Venn diagrams of four compared models on breast cancer and adenocarcinoma

Conclusions

LncRNA functional similarity calculation model plays an important role in predicting lncRNA functions and identifying potential lncRNA-disease associations. In this paper, we proposed an lncRNA functional similarity calculation model, IDSSIM for short, based on an improved disease semantic similarity method, highlight of which is the introduction of IC contribution factor into the semantic value calculation to take into account both the hierarchical structures of DAGs and the disease specificities. To evaluate the performance of IDSSIM, comparison experiments with three state-of-the-art models LNCSIM1, LNCSIM2, and ILNCSIM, were performed on both lncRNADisease database and MNDR database by using evaluation measures of ROC curves and AUC values. Results demonstrated that IDSSIM is superior to compared models, and can improve accuracy of disease semantic similarity effectively, leading to increase the association prediction ability of our model. In addition, case studies of breast cancer and adenocarcinoma were also adopted. Results showed that most of potential disease-associated lncRNAs predicted by IDSSIM can be confirmed by databases and literatures, implying that IDSSIM can serve as a promising tool for predicting lncRNA functions, identifying potential lncRNA-disease associations, and pre-screening candidate lncRNAs to perform biological experiments.

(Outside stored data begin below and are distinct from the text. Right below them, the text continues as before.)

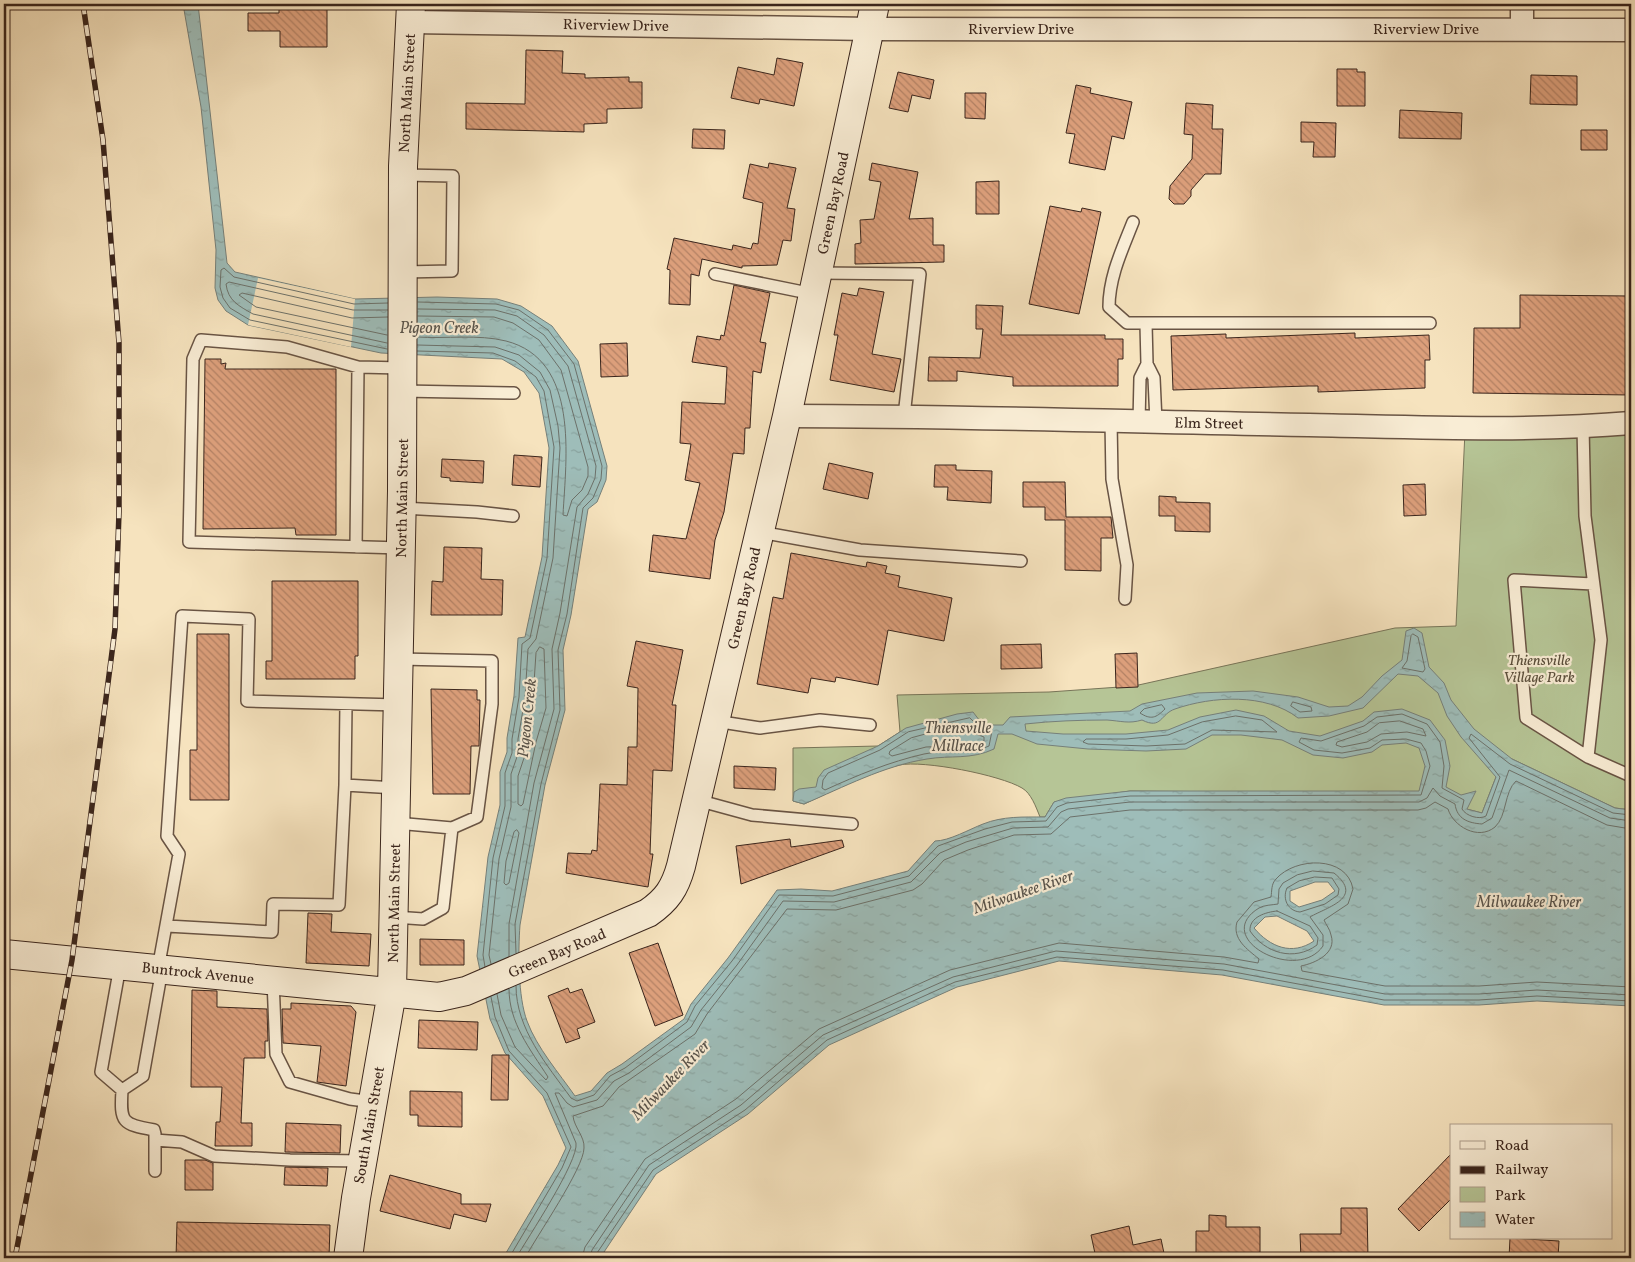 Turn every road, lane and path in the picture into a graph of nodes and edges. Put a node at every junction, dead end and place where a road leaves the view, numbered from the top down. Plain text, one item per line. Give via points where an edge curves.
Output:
1 (1522, 4) edge
2 (411, 13) edge
3 (873, 16) edge
4 (1522, 28) junction
5 (1631, 30) edge
6 (403, 175) junction
7 (1133, 222) dead end
8 (715, 274) dead end
9 (403, 284) junction
10 (815, 284) junction
11 (1430, 323) dead end
12 (1146, 324) junction
13 (1147, 364) junction
14 (358, 367) junction
15 (402, 380) junction
16 (514, 394) dead end
17 (787, 416) junction
18 (904, 416) junction
19 (1111, 421) junction
20 (1148, 422) junction
21 (1631, 423) edge
22 (1583, 427) junction
23 (402, 508) junction
24 (513, 516) dead end
25 (760, 532) junction
26 (356, 547) junction
27 (401, 548) junction
28 (1021, 561) dead end
29 (1593, 584) junction
30 (1125, 599) dead end
31 (399, 659) junction
32 (346, 704) junction
33 (398, 705) junction
34 (716, 721) junction
35 (870, 725) dead end
36 (1588, 756) junction
37 (1631, 776) edge
38 (345, 785) junction
39 (396, 788) junction
40 (697, 800) junction
41 (396, 823) junction
42 (852, 824) dead end
43 (452, 828) junction
44 (394, 917) junction
45 (167, 926) junction
46 (4, 954) edge
47 (120, 965) junction
48 (160, 969) junction
49 (274, 980) junction
50 (392, 992) junction
51 (122, 1090) junction
52 (374, 1102) junction
53 (155, 1140) junction
54 (363, 1160) junction
55 (155, 1171) dead end
56 (348, 1258) edge

1 - 4 street
2 - 3 street, Riverview Drive
2 - 6 street, North Main Street
3 - 4 street, Riverview Drive
3 - 10 street, Green Bay Road
4 - 5 street, Riverview Drive
6 - 9 street, North Main Street
6 - 9 lane via 453,176 452,270
7 - 12 lane via 1112,276 1109,307 1127,323
8 - 10 lane
9 - 15 street, North Main Street
10 - 17 street, Green Bay Road
10 - 18 lane via 920,274
11 - 12 lane
12 - 13 lane
13 - 20 lane via 1154,378
13 - 20 lane via 1140,378
14 - 15 lane
14 - 26 lane
14 - 26 lane via 287,347 201,340 193,359 189,542
15 - 16 lane
15 - 23 street, North Main Street
17 - 18 street, Elm Street
17 - 25 street, Green Bay Road
18 - 19 street, Elm Street
19 - 20 street, Elm Street
19 - 30 lane via 1112,479 1126,565
20 - 22 street, Elm Street
21 - 22 street, Elm Street
22 - 29 lane via 1585,516
23 - 24 lane
23 - 27 street, North Main Street
25 - 28 lane via 860,550
25 - 34 street, Green Bay Road
26 - 27 lane
27 - 31 street, North Main Street
29 - 36 lane via 1601,640
29 - 36 lane via 1514,580 1526,718
31 - 33 street, North Main Street
31 - 43 lane via 492,661 492,704 477,817
32 - 33 lane
32 - 38 lane
32 - 45 lane via 246,701 249,619 182,616 167,836 179,854
33 - 39 street, North Main Street
34 - 35 lane via 760,728 820,720
34 - 40 street, Green Bay Road
36 - 37 lane
38 - 39 lane
38 - 45 lane via 339,904 274,904 272,932
39 - 41 street, North Main Street
40 - 42 lane via 752,815
40 - 50 street, Green Bay Road via 673,890 648,913 481,985 439,997
41 - 43 lane
41 - 44 street, North Main Street
43 - 44 lane via 443,908 423,919
44 - 50 street, North Main Street
45 - 48 lane
46 - 47 street, Buntrock Avenue
47 - 48 street, Buntrock Avenue
47 - 51 lane via 101,1072
48 - 49 street, Buntrock Avenue
48 - 51 lane via 143,1076
49 - 50 street, Buntrock Avenue
49 - 52 lane via 276,1054 290,1082 350,1099
50 - 52 street, South Main Street
51 - 53 lane via 122,1120 131,1126 154,1130
52 - 54 street, South Main Street
53 - 54 lane via 182,1142 214,1156
53 - 55 lane
54 - 56 street, South Main Street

However, IDSSIM still has several limitations, which inspire us to continue working in the future. Firstly, the information biases of diseases and/or lncRNAs in databases which usually caused by their research heat sometimes lead to inaccurate lncRNA-disease association scores. Secondly, the priori knowledge of lncRNAs, as well as their interactions with other biomolecules, should be considered together in IDSSIM to further improve its prediction accuracy. Thirdly, software package or web application of IDSSIM should be provided later.